Would you filter the listing below so that only lines with the word "graph" remain?

- **Provided data**:
>>
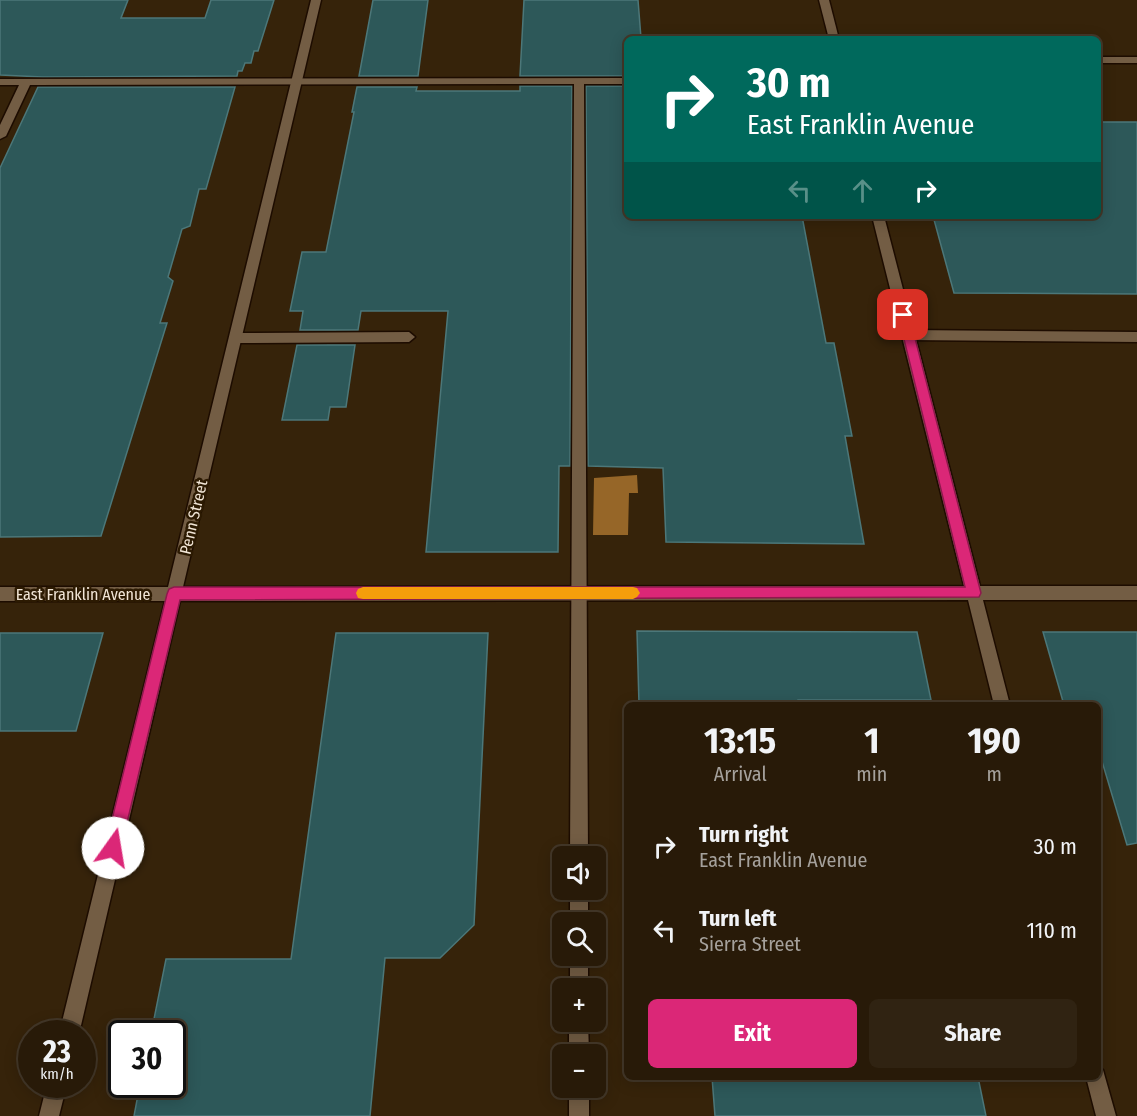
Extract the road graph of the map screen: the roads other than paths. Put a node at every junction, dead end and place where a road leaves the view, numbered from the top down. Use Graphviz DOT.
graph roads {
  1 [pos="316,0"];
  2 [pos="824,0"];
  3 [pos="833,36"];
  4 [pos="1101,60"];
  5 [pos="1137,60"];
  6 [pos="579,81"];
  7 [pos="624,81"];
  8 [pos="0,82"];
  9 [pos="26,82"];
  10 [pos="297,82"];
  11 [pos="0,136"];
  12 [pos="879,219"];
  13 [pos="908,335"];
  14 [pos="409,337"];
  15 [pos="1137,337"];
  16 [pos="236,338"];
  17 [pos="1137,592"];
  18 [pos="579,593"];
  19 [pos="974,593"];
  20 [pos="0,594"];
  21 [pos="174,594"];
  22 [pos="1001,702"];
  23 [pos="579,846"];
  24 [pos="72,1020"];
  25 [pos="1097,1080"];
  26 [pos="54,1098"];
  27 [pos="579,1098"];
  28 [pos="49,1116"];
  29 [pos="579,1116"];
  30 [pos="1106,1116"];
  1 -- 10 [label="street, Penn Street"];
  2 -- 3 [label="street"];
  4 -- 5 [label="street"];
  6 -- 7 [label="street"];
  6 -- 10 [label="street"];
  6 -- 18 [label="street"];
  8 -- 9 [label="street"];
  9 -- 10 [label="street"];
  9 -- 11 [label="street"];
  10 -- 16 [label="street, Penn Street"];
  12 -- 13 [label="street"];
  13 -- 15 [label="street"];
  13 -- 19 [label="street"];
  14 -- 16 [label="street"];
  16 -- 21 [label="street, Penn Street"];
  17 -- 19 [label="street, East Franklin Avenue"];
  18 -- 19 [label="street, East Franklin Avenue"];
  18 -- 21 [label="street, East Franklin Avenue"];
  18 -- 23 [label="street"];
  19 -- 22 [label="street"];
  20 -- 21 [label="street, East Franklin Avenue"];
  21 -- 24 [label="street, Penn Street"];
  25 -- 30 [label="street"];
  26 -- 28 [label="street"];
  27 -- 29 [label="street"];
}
<<
- **Written solution**:
Extract the road graph of the map screen: the roads other than paths. Put a node at every junction, dead end and place where a road leaves the view, numbered from the top down. Use Graphviz DOT.
graph roads {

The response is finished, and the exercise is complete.